• Task to carry out:
I'd like the data below restated word for word, with the pictures left out.
=== Study material ===
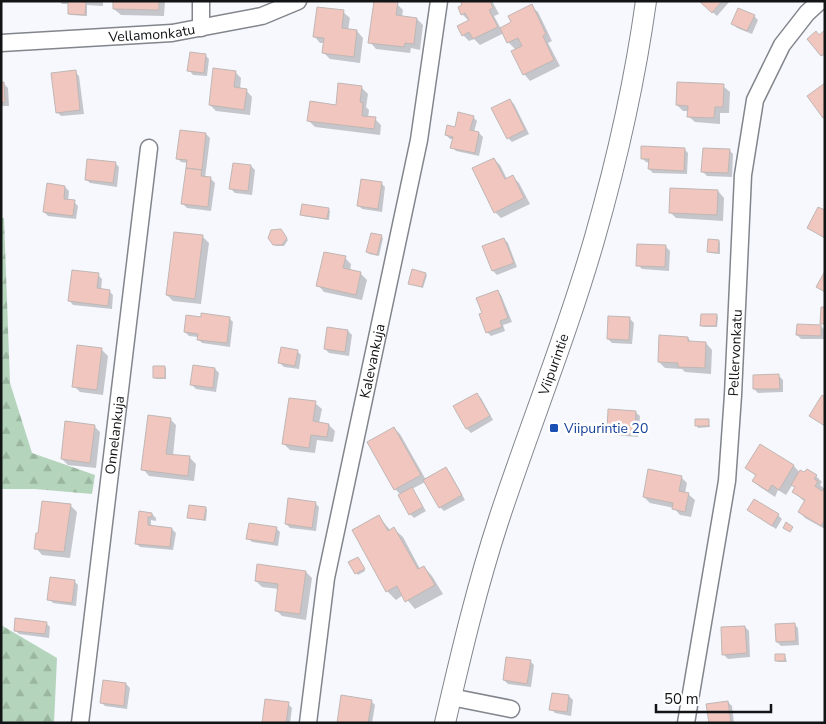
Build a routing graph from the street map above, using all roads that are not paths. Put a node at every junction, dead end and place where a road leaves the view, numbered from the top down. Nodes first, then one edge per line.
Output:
1 (201, 1) edge
2 (298, 1) edge
3 (439, 1) edge
4 (646, 1) edge
5 (820, 1) edge
6 (201, 28) junction
7 (1, 43) edge
8 (149, 148) dead end
9 (451, 697) junction
10 (511, 709) dead end
11 (80, 723) edge
12 (308, 723) edge
13 (445, 723) edge
14 (686, 723) edge

1 - 6 street
2 - 6 street, Vellamonkatu
3 - 12 street, Kalevankuja
4 - 9 main road, Viipurintie
5 - 14 street, Pellervonkatu
6 - 7 street, Vellamonkatu
8 - 11 street, Onnelankuja
9 - 10 street
9 - 13 main road, Viipurintie

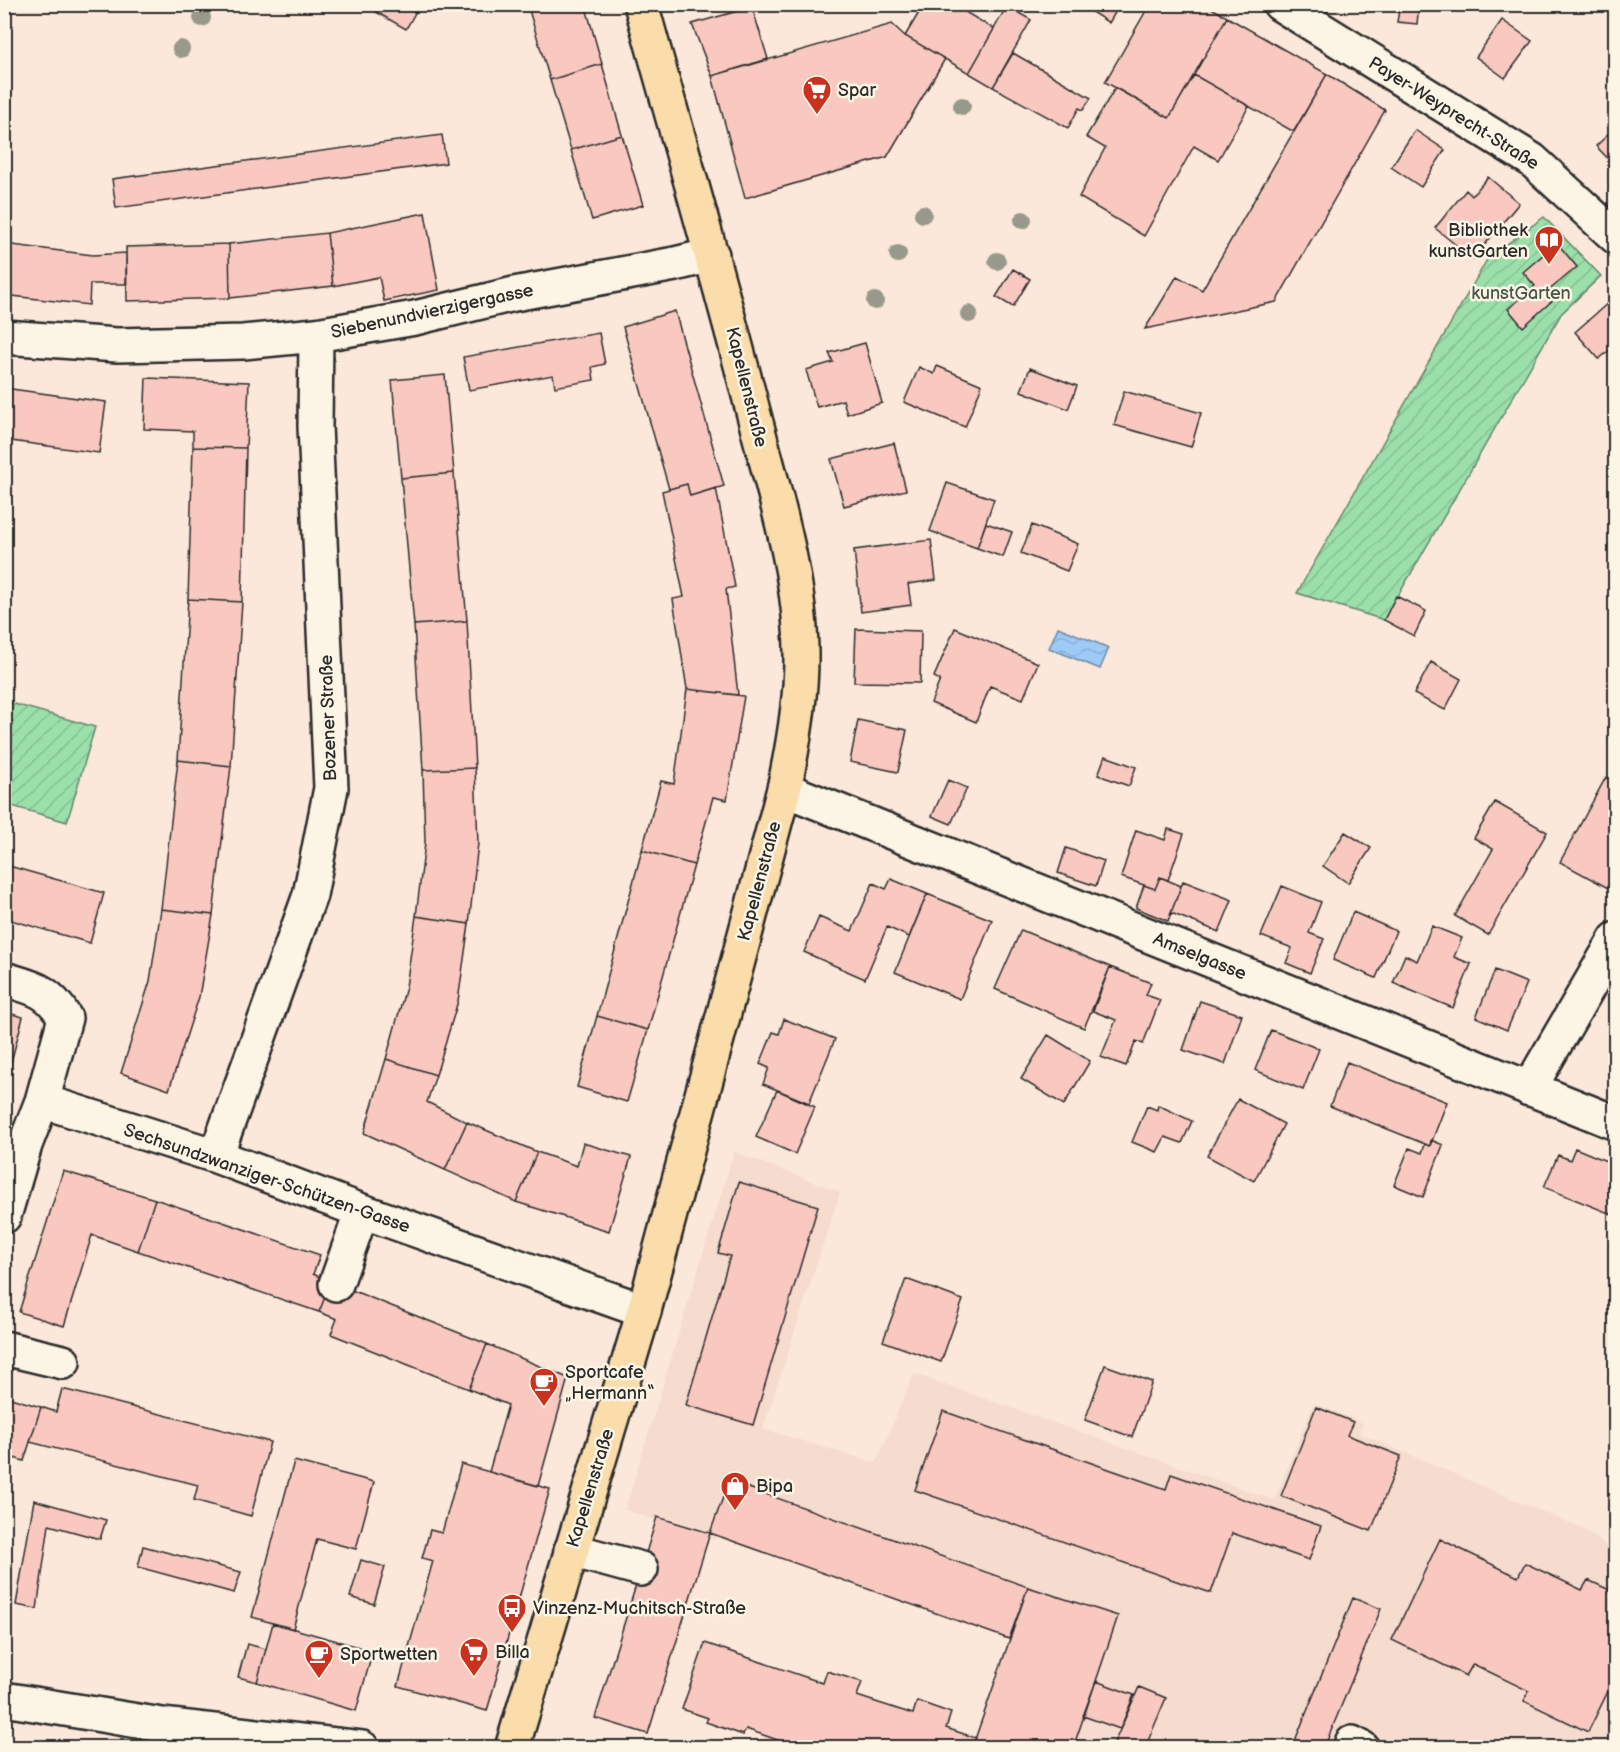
===
• Worked solution:
Build a routing graph from the street map above, using all roads that are not paths. Put a node at every junction, dead end and place where a road leaves the view, numbered from the top down. Nodes first, then one edge per line.
Output:
1 (201, 1) edge
2 (298, 1) edge
3 (439, 1) edge
4 (646, 1) edge
5 (820, 1) edge
6 (201, 28) junction
7 (1, 43) edge
8 (149, 148) dead end
9 (451, 697) junction
10 (511, 709) dead end
11 (80, 723) edge
12 (308, 723) edge
13 (445, 723) edge
14 (686, 723) edge

1 - 6 street
2 - 6 street, Vellamonkatu
3 - 12 street, Kalevankuja
4 - 9 main road, Viipurintie
5 - 14 street, Pellervonkatu
6 - 7 street, Vellamonkatu
8 - 11 street, Onnelankuja
9 - 10 street
9 - 13 main road, Viipurintie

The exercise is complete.